Active Safety in Armoured Vehicles
Despite moving ever closer to the driverless vehicle, it’s difficult to predict what direction transport will be taking over the next few years.
Although a Google search will offer plenty of speculation with regard to the domestic and commercial opportunities afforded by the digital revolution, we have to dig very deep to find out how the latest tech is affecting our security forces.
Whilst a driverless armoured vehicle poses an intriguing question, the emphasis will always be protection, reaction and firepower over anything else.
The conflicts in Iraq and Afghanistan dramatically changed how wars were fought. IEDs (improved explosive devices) turned roadways into death traps not only on foot but in transports.
Endurance and survivability in harsh, unpredictable environments became the absolute top priority.
Whilst the Land Rover Defender built a solid reputation both in the British countryside and as the workhorse of the British Army, this insidious shift in combat turned a plucky and highly adaptable all-terrain mainstay into a death trap.
The Ministry of Defence responded to this threat by commissioning Force Protection Europe to devise and build a mobile armoured vehicle to replace the Land Rover.
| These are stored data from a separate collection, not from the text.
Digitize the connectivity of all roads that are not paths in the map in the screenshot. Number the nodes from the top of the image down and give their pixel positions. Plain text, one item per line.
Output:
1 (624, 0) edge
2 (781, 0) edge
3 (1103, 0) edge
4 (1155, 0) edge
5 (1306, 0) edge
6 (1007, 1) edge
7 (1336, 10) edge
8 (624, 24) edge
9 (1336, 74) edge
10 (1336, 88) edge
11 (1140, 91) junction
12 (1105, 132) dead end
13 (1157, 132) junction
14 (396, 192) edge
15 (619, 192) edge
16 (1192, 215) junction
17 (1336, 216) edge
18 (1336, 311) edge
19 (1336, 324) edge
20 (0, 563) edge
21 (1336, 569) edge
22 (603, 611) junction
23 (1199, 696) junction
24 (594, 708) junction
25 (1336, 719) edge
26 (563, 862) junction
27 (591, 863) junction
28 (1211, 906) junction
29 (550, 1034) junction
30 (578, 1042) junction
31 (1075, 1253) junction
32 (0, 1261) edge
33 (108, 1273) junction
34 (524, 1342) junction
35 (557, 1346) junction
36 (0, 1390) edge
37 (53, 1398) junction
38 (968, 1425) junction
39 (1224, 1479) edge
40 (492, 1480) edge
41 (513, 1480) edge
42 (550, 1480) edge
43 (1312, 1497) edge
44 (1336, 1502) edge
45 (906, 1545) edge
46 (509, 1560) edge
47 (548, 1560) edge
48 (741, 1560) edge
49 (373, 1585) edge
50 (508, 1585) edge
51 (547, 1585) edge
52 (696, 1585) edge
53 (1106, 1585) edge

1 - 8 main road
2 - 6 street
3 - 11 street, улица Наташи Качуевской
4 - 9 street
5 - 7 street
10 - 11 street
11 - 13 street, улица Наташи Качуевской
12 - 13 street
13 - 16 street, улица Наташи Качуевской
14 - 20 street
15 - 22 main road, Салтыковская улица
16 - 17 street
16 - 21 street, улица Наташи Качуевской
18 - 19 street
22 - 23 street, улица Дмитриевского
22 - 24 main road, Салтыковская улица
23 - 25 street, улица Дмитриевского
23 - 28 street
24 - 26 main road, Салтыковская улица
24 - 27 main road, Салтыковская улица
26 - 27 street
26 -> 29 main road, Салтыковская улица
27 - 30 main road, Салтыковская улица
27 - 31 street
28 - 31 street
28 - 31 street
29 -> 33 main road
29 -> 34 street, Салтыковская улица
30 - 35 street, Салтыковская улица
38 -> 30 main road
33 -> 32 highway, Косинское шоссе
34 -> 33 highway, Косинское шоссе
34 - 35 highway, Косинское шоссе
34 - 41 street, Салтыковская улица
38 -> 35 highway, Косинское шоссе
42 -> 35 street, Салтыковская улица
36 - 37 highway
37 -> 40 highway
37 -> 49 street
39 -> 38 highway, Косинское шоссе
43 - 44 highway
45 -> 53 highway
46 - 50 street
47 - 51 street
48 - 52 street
Which it did in under a year.
The Foxhound differs from the Land Rover in a variety of ways but one of the most significant being that the chassis and panels are all made entirely of armour plate rather than steel that has armour added to it.
The design of the underside is also v-shaped which directs bomb blasts away from the crew compartment dramatically increasing the chances of survival for those on board.
However when you combine this incredibly solid chassis with the M16 Monoblock diesel engine and you get a 7.5 tonne rally car, capable of reaching speeds of 82 mph.
Allied with a independently driven wheels and you’re presented with a truly versatile armoured fighting vehicle.
It’s the combination of the composite armour and independent wheels that make the Foxhound so effective in the field. Because it can move at such high speeds (for something that heavy) it needs to be able to accelerate, slow down, turn or come to a complete stop very quickly.
Thanks to the Foxhound’s weight and rock solid construction it has a very low centre of gravity and incredible grip be it on sand or tarmac.
Specially forged brake rotors and callipers are used in the Foxhound to cope with the extra weight, heat and ever unpredictable combat conditions.
Don’t forget, they still have to do the exact same job as a three tonne SUV but with the added complications of weapons fire, explosives, sudden and often violent changes in direction on top of trying to stop a 7.5 tonne armoured fighting vehicle and its occupants.
What makes the Foxhound really special is each wheel is independently powered which means if a wheel is destroyed or rendered inoperable, the other three wheels will continue to drive the vehicle forward.
All this adds up to a vehicle that is highly mobile, capable of rolling in and out of hostile situations with the manoeuvrability of a Land Rover Defender with the protection of an armoured fighting vehicle.